Да, я читала. Честные вполне
И добросовестные мемуары.
Одно в них, правда, неприятно мне —
Он предстает по ним каким-то старым,
Угрюмым и растерянным. А он, —
Поймите верно, я не претендую
На монополию… — но общий тон
Его души — был не таков. Любую
Нечаянную радость — он умел
Принять как откровенье. Он был весел.
Да, говорил об ужасе и тьме,
Но тьму и ужас он уравновесил
Самим собой. Простите? Пафос был
Не в том, чтоб выжить — в том, чтоб сохраниться.
Нет, в Бога он не верил, но судьбы —
Судьбы страшился. Как же не страшиться?
Что я?
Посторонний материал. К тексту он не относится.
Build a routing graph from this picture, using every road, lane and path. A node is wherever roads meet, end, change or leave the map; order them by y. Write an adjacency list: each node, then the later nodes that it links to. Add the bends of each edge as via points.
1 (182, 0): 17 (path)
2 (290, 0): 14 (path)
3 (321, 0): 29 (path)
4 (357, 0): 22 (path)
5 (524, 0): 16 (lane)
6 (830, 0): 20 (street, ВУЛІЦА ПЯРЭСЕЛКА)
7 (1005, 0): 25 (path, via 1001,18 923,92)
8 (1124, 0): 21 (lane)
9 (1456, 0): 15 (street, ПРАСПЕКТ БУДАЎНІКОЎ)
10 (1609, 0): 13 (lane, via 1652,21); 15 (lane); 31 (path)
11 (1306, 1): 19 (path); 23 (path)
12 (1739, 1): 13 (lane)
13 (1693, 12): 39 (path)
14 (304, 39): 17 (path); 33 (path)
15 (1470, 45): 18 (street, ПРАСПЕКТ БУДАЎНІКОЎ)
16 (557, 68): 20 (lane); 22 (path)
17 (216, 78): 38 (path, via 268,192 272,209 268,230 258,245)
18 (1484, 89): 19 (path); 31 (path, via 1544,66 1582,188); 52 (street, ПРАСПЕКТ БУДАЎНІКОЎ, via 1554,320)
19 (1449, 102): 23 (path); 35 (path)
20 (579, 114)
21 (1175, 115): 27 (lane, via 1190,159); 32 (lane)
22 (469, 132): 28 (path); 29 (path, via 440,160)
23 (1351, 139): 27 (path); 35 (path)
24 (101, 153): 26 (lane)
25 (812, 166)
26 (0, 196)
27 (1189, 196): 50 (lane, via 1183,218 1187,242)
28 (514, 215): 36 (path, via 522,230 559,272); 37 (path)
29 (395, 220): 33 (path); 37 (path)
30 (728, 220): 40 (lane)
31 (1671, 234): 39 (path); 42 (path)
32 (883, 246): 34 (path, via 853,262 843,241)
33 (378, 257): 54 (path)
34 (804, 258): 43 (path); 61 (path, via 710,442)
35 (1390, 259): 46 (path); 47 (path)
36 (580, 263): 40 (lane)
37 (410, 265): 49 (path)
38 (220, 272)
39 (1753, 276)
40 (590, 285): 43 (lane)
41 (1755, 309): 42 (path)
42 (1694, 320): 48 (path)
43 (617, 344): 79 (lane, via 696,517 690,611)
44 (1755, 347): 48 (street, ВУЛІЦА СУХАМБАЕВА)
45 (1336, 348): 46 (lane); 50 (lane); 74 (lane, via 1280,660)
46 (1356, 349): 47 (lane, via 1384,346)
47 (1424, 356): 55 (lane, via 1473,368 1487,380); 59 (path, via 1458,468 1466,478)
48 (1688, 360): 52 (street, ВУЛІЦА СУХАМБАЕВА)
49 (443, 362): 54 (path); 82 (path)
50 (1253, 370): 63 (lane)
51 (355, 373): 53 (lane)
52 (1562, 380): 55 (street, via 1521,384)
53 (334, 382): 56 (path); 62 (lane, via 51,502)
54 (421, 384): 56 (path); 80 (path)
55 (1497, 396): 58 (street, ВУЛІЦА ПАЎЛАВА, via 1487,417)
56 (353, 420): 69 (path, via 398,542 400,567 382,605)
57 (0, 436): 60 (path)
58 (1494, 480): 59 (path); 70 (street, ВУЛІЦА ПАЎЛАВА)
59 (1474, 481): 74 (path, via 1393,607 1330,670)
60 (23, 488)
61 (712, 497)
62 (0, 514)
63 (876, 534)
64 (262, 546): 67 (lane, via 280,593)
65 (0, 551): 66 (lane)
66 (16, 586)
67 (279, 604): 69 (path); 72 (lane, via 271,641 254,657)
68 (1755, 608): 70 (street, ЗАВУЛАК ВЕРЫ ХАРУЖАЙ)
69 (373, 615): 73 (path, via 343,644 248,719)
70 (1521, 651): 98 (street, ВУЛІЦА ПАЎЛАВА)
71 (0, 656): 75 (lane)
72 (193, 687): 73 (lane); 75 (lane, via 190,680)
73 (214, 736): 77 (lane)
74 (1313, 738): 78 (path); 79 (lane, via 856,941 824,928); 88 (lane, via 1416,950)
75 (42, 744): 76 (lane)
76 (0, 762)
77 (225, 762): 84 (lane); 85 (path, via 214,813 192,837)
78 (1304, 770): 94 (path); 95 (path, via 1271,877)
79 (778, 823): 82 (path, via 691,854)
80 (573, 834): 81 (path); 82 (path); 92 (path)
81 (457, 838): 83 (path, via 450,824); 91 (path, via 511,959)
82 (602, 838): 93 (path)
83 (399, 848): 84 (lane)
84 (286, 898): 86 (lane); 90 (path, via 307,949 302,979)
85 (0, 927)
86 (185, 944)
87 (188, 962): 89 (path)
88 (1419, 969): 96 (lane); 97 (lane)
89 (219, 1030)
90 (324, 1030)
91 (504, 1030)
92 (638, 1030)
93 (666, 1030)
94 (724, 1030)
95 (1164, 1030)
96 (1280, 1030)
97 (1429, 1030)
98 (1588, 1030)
Я, как Вы видите, жива.
Да, наше поколенье исчезает.
Такие нас мололи жернова…
О будущем? Оно меня пугает.

1984

Падение

Ничем мы не связаны в этом пространстве холодном.
Мы падаем рядом, и в нашем паденье свободном
С одним ускореньем летим неизвестно куда,
И нас провожает безумие взглядом голодным,
А сверху сияет фонарь — голубой, как звезда.
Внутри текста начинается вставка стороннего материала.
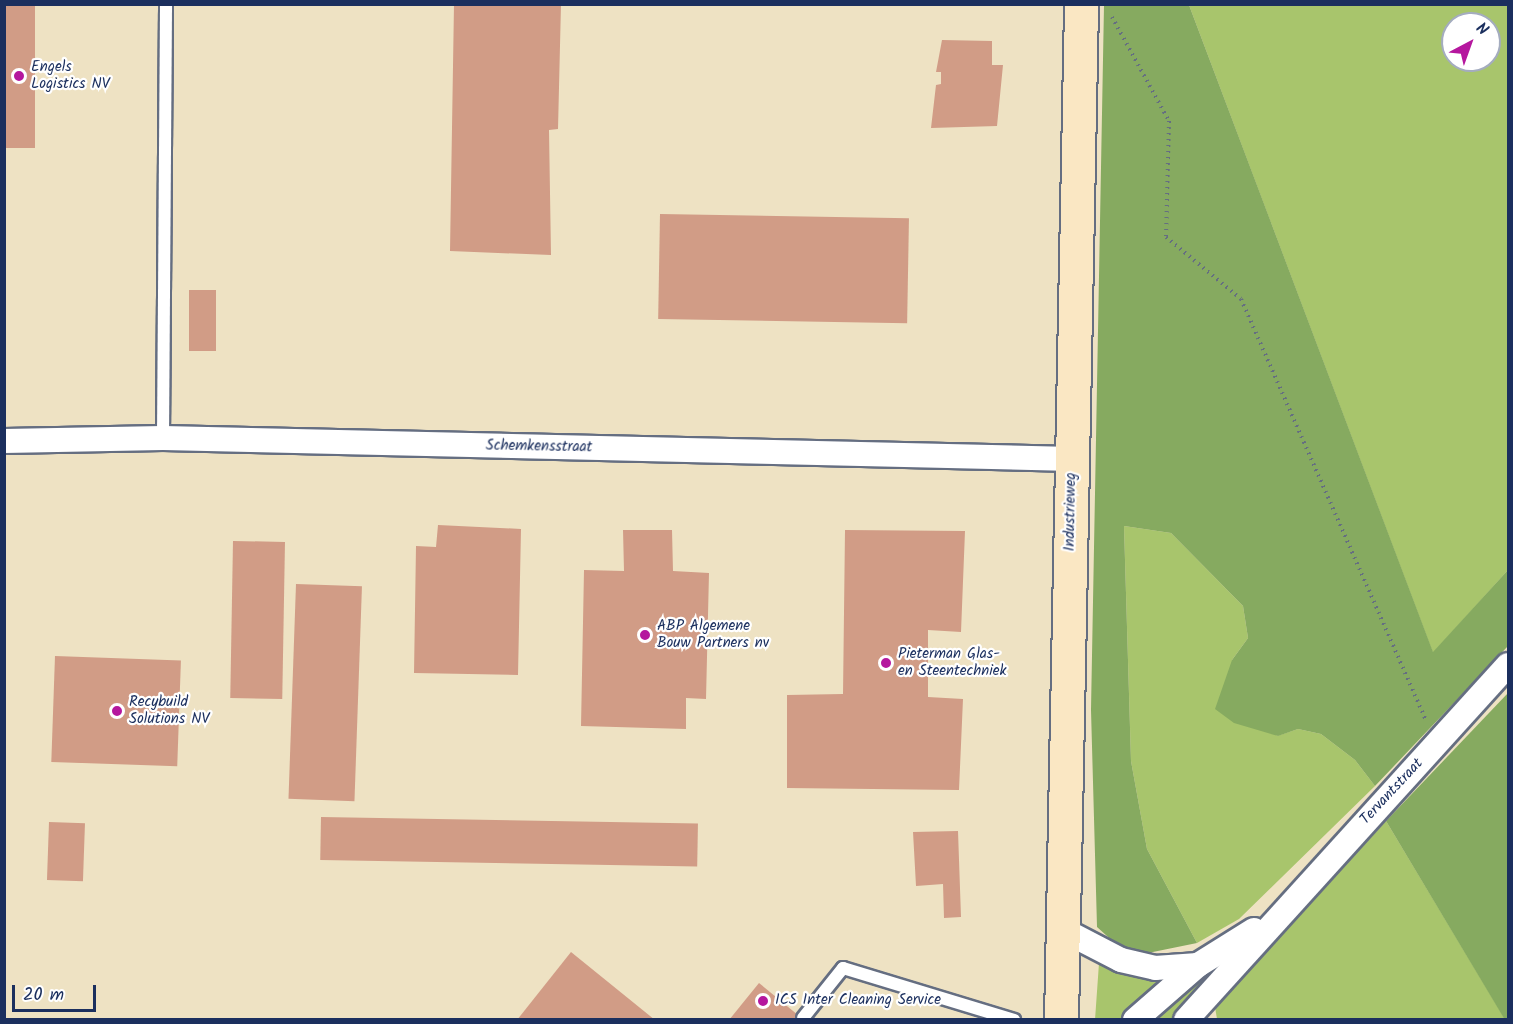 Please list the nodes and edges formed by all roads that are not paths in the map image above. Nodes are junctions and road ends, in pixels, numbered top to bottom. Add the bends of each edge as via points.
1 (166, 4) edge
2 (1081, 4) edge
3 (163, 438) junction
4 (4, 441) edge
5 (1072, 459) junction
6 (1509, 665) edge
7 (1273, 918) junction
8 (1063, 930) junction
9 (1198, 965) junction
10 (1204, 1010) edge
11 (803, 1018) edge
12 (1014, 1020) edge
13 (1061, 1020) edge
14 (1135, 1020) edge
15 (1186, 1020) edge

1 - 3 lane
2 - 5 main road, Industrieweg
3 - 4 street, Schemkensstraat
3 - 5 street, Schemkensstraat
5 - 8 main road, Industrieweg
6 - 7 street, Tervantstraat
7 - 9 street, Tervantstraat
7 - 10 street, Tervantstraat
8 - 9 street, Tervantstraat via 1121,960 1155,968
8 - 13 main road, Industrieweg
9 - 14 street, Tervantstraat
10 - 15 street, Tervantstraat
11 - 12 lane via 843,968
Как нас угораздило в эту безмерность свалиться?
Мы обречены. Но покуда падение длится,
Фиксирует в нас неизвестный, но чуткий прибор
Знакомое лишь космонавтам и самоубийцам
Волшебное знанье ненужности всяких опор.

В свободном падении — значит: в свободном полете.
Возможно, что просто душа отделилась от плоти,
И светлый фонарь только в памяти нашей взошел.
А может быть, это неверно, и даже — напротив —
Душа стала плотью, и плоть совместилась с душой.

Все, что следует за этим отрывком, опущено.